You should also be mindful that many of your listeners during primetime hours – 7am to 7pm – are tuned in throughout the day, and cannot be expected to make do with the same news or the same piece of audio, hour after hour after hour. That means sometimes you need to approach stories from a different direction so that you can give them longer shelf-lives and have them last for longer than a couple of hours.

“Work is so thin on the ground that it’s not really tenable to aspire to be a good writer and expect to get by with that alone. It’s now more important to be a jack of all trades.”

Who do you admire most within the industry and why?

I’ve always admired people who can speak knowledgeably on several subjects across different fields – across news and sport, or news and business – and be comfortable and authoritative on those subjects. For that reason, I grew up admiring the likes of Eamon Dunphy and in more recent years – without sounding too sycophantic! – Matt Cooper. I think being able to skewer a guest on a hard news topic, throw to a traffic bulletin, and then become back and skewer a sports guest is a very rare skill and one I really envy.

Aside from that I admire people who don’t bow to any sense of outside pressure to moderate their approaches, and who are still happy to be gung-ho, year after year, never letting their colours fade or dilute. For that reason, I think Vincent Browne is a once-in-a-generation broadcaster who we’ll miss badly. The fact that plenty of government ministers won’t take part on the show speaks to the hard time they know they’ll get in his presence. That is absolutely as it should be, and the only shame is that too many people in public life cry off from appearing for that very reason.

What has been your most significant story or project to date?

There’s two that I’m particularly proud of – when I was with TheJournal.ie, I was part of a team that infamously got hold of some draft Budget documents when they were circulated to German politicians in the Bundestag.

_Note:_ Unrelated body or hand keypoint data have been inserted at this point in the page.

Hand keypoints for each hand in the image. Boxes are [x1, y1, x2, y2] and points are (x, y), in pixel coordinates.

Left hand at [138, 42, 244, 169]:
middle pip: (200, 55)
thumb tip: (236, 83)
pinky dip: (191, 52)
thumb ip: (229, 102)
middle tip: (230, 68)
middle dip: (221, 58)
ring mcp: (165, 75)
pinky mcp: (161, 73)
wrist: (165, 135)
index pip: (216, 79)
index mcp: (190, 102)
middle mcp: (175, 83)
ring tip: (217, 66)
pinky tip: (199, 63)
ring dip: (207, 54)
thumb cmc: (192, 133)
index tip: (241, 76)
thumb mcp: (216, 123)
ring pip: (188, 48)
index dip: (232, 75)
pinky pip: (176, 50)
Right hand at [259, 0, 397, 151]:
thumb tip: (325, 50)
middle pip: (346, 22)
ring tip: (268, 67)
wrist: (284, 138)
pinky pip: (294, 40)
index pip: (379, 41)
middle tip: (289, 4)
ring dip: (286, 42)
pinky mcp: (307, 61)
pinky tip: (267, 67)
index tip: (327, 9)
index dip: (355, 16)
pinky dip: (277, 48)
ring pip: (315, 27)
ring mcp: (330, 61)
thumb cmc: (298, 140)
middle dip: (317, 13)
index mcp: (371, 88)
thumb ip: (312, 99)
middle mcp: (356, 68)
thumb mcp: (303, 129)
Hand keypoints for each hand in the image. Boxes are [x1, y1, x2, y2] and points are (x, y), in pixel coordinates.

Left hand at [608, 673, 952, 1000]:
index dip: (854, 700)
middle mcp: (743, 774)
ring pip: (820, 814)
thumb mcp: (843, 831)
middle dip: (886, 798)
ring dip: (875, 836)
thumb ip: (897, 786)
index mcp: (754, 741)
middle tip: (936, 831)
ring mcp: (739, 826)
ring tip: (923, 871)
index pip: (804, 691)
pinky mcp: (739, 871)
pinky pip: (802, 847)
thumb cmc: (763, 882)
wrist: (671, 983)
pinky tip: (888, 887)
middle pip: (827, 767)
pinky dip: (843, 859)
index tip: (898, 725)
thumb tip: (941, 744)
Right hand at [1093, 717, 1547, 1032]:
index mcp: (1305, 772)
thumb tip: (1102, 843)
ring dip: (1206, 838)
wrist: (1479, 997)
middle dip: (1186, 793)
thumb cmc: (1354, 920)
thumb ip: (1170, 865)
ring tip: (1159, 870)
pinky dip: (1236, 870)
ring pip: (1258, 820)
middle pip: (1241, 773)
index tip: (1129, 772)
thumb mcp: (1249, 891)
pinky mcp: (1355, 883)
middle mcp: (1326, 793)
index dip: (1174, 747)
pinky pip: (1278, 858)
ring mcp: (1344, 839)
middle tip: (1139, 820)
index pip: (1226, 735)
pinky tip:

The story caused a stir at the time and raised questions about the political handling of the bailout and of Ireland’s sovereignty, and I was proud to have brought the story on (and used the ropey German that I actually went to college to learn!). With Today FM, I’m probably proudest of my role in breaking the John McNulty scandal – when the government nominated a Fine Gael council candidate for a Seanad seat, but put him on the board of IMMA for a week to give him the requisite ‘cultural’ credentials – which caused a huge political stir at the time and seemed, briefly, to put the viability of the government in doubt.

In a more general sense, earlier this year in the middle of the Maurice McCabe controversy it was particularly surreal to see how material I would put out, either on air on over Twitter, would influence debates almost in real time. The government was forced into arranging a two-hour Q&A session and throughout the debate I tweeted to point out the inconsistencies as they arose in various ministers’ explanations. At some stages, you could almost hear the tweets being read aloud in the chamber by TDs and it became quite surreal to see how your work was making its mark during a genuine crisis in real time.

How do you spend your time outside of work?

I could joke and say “What do you mean, ‘time outside work’?” but in all fairness, I do try to keep my weekends to myself as much as possible – one benefit of radio, above print or web, is that the listenership isn’t as big at weekends so you can justify taking some time to yourself. I’m recently married and those preparations occupied a lot of time getting everything arranged! That aside, I’m a big Manchester United fan so I spend a lot of Saturdays fretting about them, and then fill the summer Sundays fretting about the state of Meath football. There’s plenty to fret about!